WORK TO BE COMPLETED: Return all the data verbatim but without images.

PROVIDED INFORMATION:
⁂
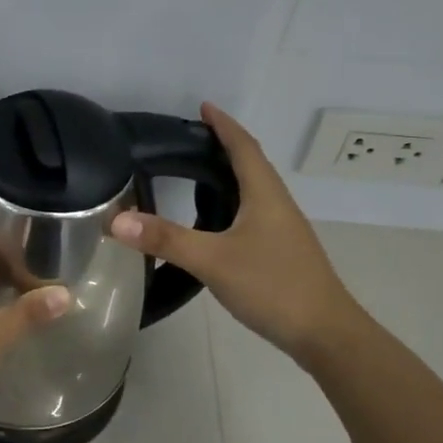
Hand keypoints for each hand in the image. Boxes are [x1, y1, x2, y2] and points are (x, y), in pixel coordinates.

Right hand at [111, 102, 365, 366]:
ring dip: (228, 175)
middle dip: (222, 146)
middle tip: (188, 140)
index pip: (243, 146)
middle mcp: (277, 204)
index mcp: (265, 194)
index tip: (203, 107)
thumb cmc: (274, 286)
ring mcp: (282, 229)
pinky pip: (252, 213)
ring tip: (195, 174)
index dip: (223, 125)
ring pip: (253, 190)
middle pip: (250, 164)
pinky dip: (231, 203)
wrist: (326, 335)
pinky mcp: (281, 251)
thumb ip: (165, 240)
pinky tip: (214, 222)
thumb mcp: (213, 261)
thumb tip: (116, 219)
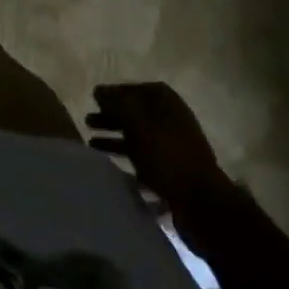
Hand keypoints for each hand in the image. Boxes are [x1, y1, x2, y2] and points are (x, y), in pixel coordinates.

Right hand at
⁂
RESPONSE TO THIS TASK:
Hand keypoints for each hand in the image. Boxes are [x1, y1, x2, y2] and points are (x, y), in pixel coordinates.

Right hand at [111, 102, 365, 366]:
ring dip: (228, 175)
middle dip: (222, 146)
middle tip: (188, 140)
index pip: (243, 146)
middle mcp: (277, 204)
index mcp: (265, 194)
index tip: (203, 107)
thumb cmc: (274, 286)
ring mcp: (282, 229)
pinky pip: (252, 213)
ring tip: (195, 174)
index dip: (223, 125)
ring pip: (253, 190)
middle pip: (250, 164)
pinky dip: (231, 203)
wrist: (326, 335)
pinky mcp: (281, 251)
thumb ip: (165, 240)
pinky tip: (214, 222)
thumb mcp: (213, 261)
thumb tip: (116, 219)
Hand keypoints for each hand in the image. Boxes are [x1, y1, x2, y2] and points are (x, y), in pixel coordinates.

Right hand at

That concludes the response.